Description of the task:
Extract, from the listing that follows, each line containing the word "Машинотракторная".

Recorded information:
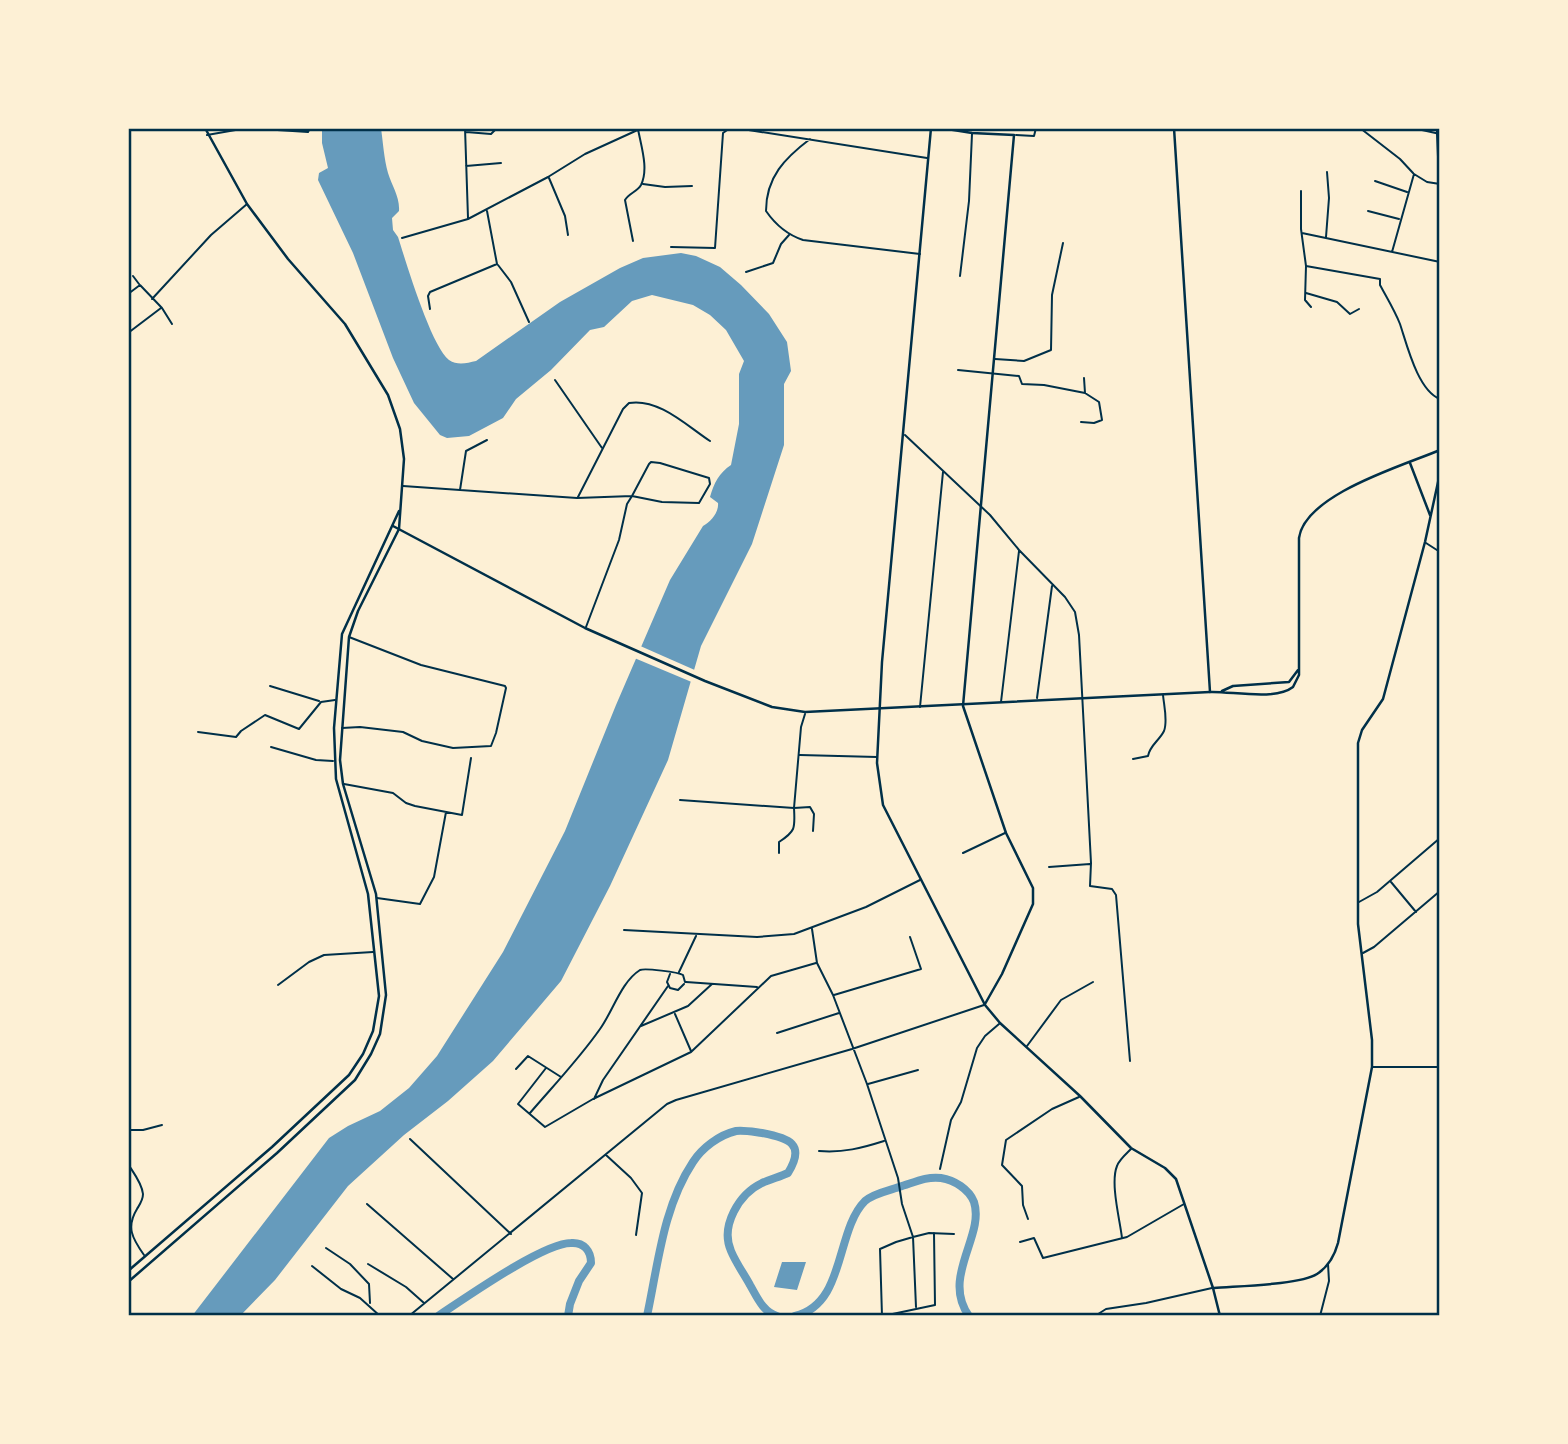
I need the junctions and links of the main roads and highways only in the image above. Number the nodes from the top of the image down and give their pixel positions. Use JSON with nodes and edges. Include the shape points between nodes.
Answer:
{"nodes":[{"id":1,"x":205,"y":128,"type":"edge"},
{"id":2,"x":931,"y":128,"type":"edge"},
{"id":3,"x":941,"y":128,"type":"edge"},
{"id":4,"x":1174,"y":128,"type":"edge"},
{"id":5,"x":1437,"y":128,"type":"edge"},
{"id":6,"x":1439,"y":134,"type":"edge"},
{"id":7,"x":1440,"y":184,"type":"edge"},
{"id":8,"x":1440,"y":197,"type":"edge"},
{"id":9,"x":1440,"y":450,"type":"edge"},
{"id":10,"x":1410,"y":463,"type":"junction"},
{"id":11,"x":1440,"y":473,"type":"edge"},
{"id":12,"x":400,"y":508,"type":"junction"},
{"id":13,"x":1431,"y":517,"type":"junction"},
{"id":14,"x":392,"y":525,"type":"junction"},
{"id":15,"x":399,"y":529,"type":"junction"},
{"id":16,"x":366,"y":580,"type":"junction"},
{"id":17,"x":373,"y":583,"type":"junction"},
{"id":18,"x":342,"y":634,"type":"junction"},
{"id":19,"x":349,"y":637,"type":"junction"},
{"id":20,"x":1300,"y":667,"type":"junction"},
{"id":21,"x":1222,"y":691,"type":"junction"},
{"id":22,"x":1209,"y":692,"type":"junction"},
{"id":23,"x":962,"y":706,"type":"junction"},
{"id":24,"x":880,"y":708,"type":"junction"},
{"id":25,"x":334,"y":728,"type":"junction"},
{"id":26,"x":341,"y":728,"type":"junction"},
{"id":27,"x":343,"y":784,"type":"junction"},
{"id":28,"x":337,"y":786,"type":"junction"},
{"id":29,"x":377,"y":898,"type":"junction"},
{"id":30,"x":369,"y":900,"type":"junction"},
{"id":31,"x":379,"y":996,"type":"junction"},
{"id":32,"x":386,"y":996,"type":"junction"},
{"id":33,"x":985,"y":1005,"type":"junction"},
{"id":34,"x":349,"y":1075,"type":"junction"},
{"id":35,"x":355,"y":1080,"type":"junction"},
{"id":36,"x":272,"y":1147,"type":"junction"},
{"id":37,"x":277,"y":1153,"type":"junction"},
{"id":38,"x":190,"y":1219,"type":"junction"},
{"id":39,"x":194,"y":1225,"type":"junction"},
{"id":40,"x":128,"y":1272,"type":"edge"},
{"id":41,"x":128,"y":1282,"type":"edge"},
{"id":42,"x":1213,"y":1288,"type":"junction"},
{"id":43,"x":1220,"y":1316,"type":"edge"}],
"edges":[{"from":1,"to":12,"type":"main road","via":[[247,204],[335,311],[388,395],[404,459]]},
{"from":2,"to":24,"type":"main road"},
{"from":3,"to":23,"type":"main road","via":[[1014,135]]},
{"from":4,"to":22,"type":"main road"},
{"from":5,"to":6,"type":"main road"},
{"from":6,"to":7,"type":"main road"},
{"from":7,"to":8,"type":"main road"},
{"from":9,"to":10,"type":"main road"},
{"from":10,"to":13,"type":"main road"},
{"from":10,"to":20,"type":"main road","via":[[1353,485],[1317,510],[1300,531]]},
{"from":11,"to":13,"type":"main road"},
{"from":12,"to":14,"type":"main road"},
{"from":12,"to":15,"type":"main road"},
{"from":13,"to":42,"type":"main road","via":[[1383,699],[1358,743],[1358,924],[1372,1067],[1338,1243],[1317,1274]]},
{"from":14,"to":15,"type":"main road"},
{"from":14,"to":16,"type":"main road"},
{"from":15,"to":17,"type":"main road"},
{"from":15,"to":24,"type":"main road","via":[[585,628],[772,707],[805,712]]},
{"from":16,"to":17,"type":"main road"},
{"from":16,"to":18,"type":"main road"},
{"from":17,"to":19,"type":"main road"},
{"from":18,"to":19,"type":"main road"},
{"from":18,"to":25,"type":"main road"},
{"from":19,"to":26,"type":"main road"},
{"from":20,"to":21,"type":"main road","via":[[1289,682]]},
{"from":20,"to":21,"type":"main road","via":[[1296,683],[1286,692]]},
{"from":21,"to":22,"type":"main road"},
{"from":22,"to":23,"type":"main road"},
{"from":23,"to":24,"type":"main road"},
{"from":23,"to":33,"type":"main road","via":[[1006,833],[1033,888],[1033,904]]},
{"from":24,"to":33,"type":"main road","via":[[877,757],[883,805]]},
{"from":25,"to":26,"type":"main road"},
{"from":25,"to":28,"type":"main road"},
{"from":26,"to":27,"type":"main road"},
{"from":27,"to":28,"type":"main road"},
{"from":27,"to":29,"type":"main road"},
{"from":28,"to":30,"type":"main road"},
{"from":29,"to":30,"type":"main road"},
{"from":29,"to":32,"type":"main road"},
{"from":30,"to":31,"type":"main road"},
{"from":31,"to":32,"type":"main road"},
{"from":31,"to":34,"type":"main road","via":[[373,1031]]},
{"from":32,"to":35,"type":"main road","via":[[380,1034]]},
{"from":33,"to":42,"type":"main road","via":[[1131,1148],[1172,1174]]},
{"from":34,"to":35,"type":"main road"},
{"from":34,"to":36,"type":"main road"},
{"from":35,"to":37,"type":"main road"},
{"from":36,"to":37,"type":"main road"},
{"from":36,"to":38,"type":"main road"},
{"from":37,"to":39,"type":"main road"},
{"from":38,"to":39,"type":"main road"},
{"from":38,"to":40,"type":"main road"},
{"from":39,"to":41,"type":"main road"},
{"from":42,"to":43,"type":"main road"}]}
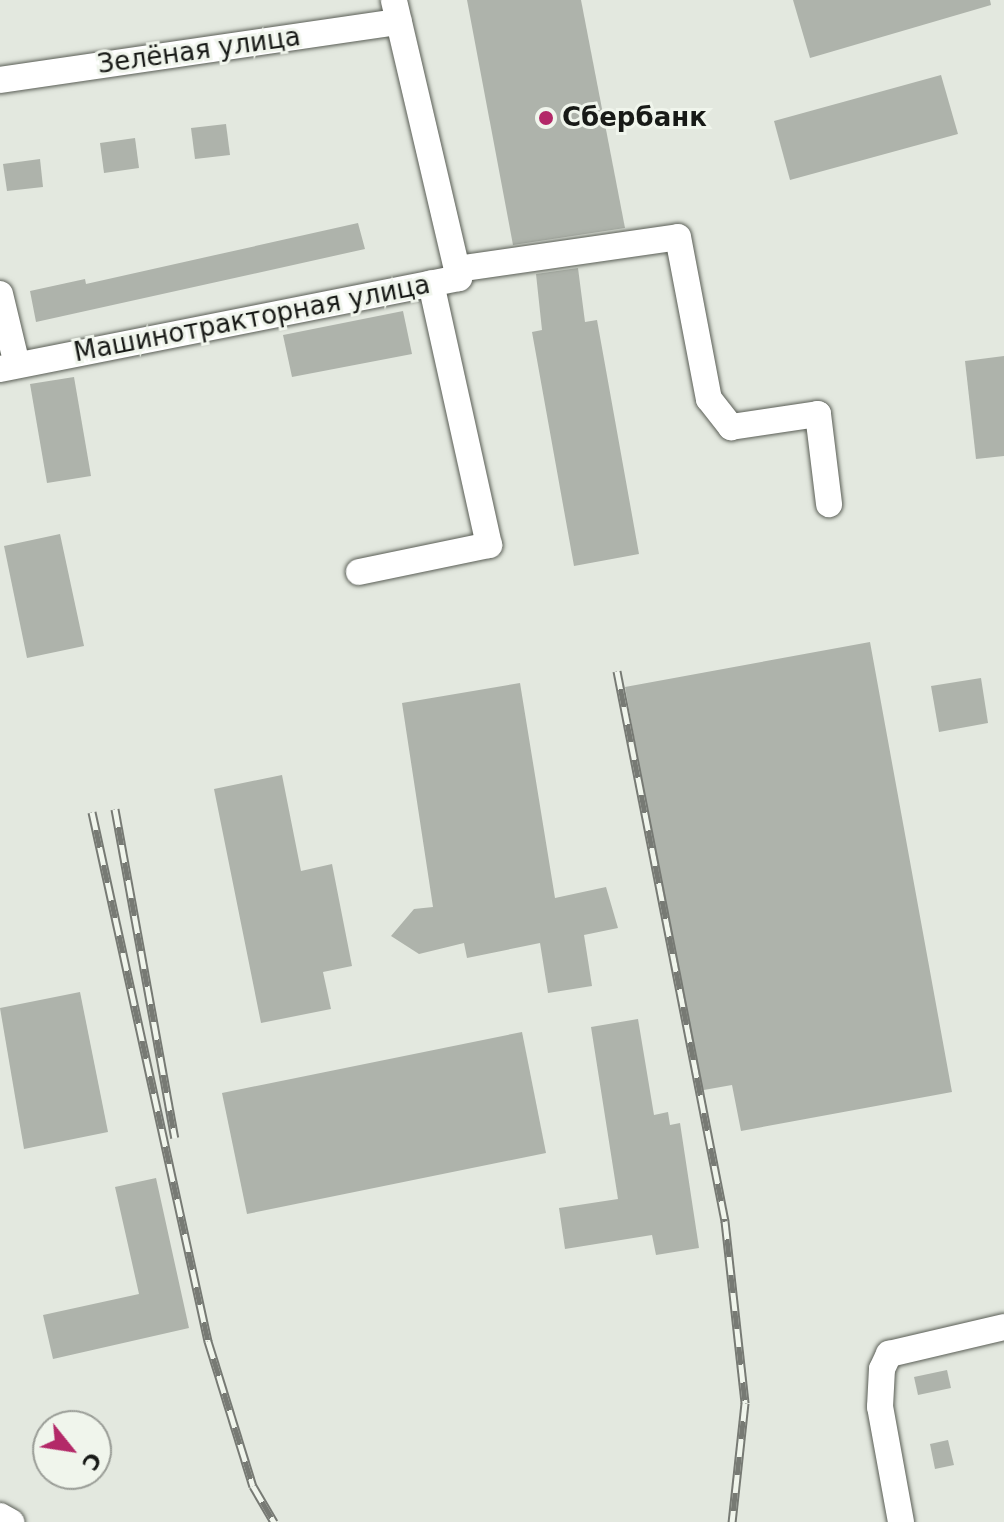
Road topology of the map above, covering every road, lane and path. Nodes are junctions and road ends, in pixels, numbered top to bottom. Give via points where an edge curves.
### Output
1 (396, 11) edge
2 (0, 80) edge
3 (457, 269) junction
4 (431, 283) junction
5 (0, 294) edge
6 (8, 367) edge
7 (829, 504) dead end
8 (359, 572) dead end
9 (1004, 1327) edge
10 (0, 1516) edge
11 (11, 1522) edge
12 (901, 1522) edge

1 - 2 street, Зелёная улица
1 - 3 street, Машинотракторная улица
3 - 4 street, Машинотракторная улица via 459,278
3 - 7 street via 678,237 709,399 731,427 818,414
4 - 6 street, Машинотракторная улица
4 - 8 street via 489,545
5 - 6 street
9 - 12 street via 889,1354 882,1369 880,1407
10 - 11 street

Answer box:
1 - 3 street, Машинотракторная улица
3 - 4 street, Машинотракторная улица via 459,278
4 - 6 street, Машинотракторная улица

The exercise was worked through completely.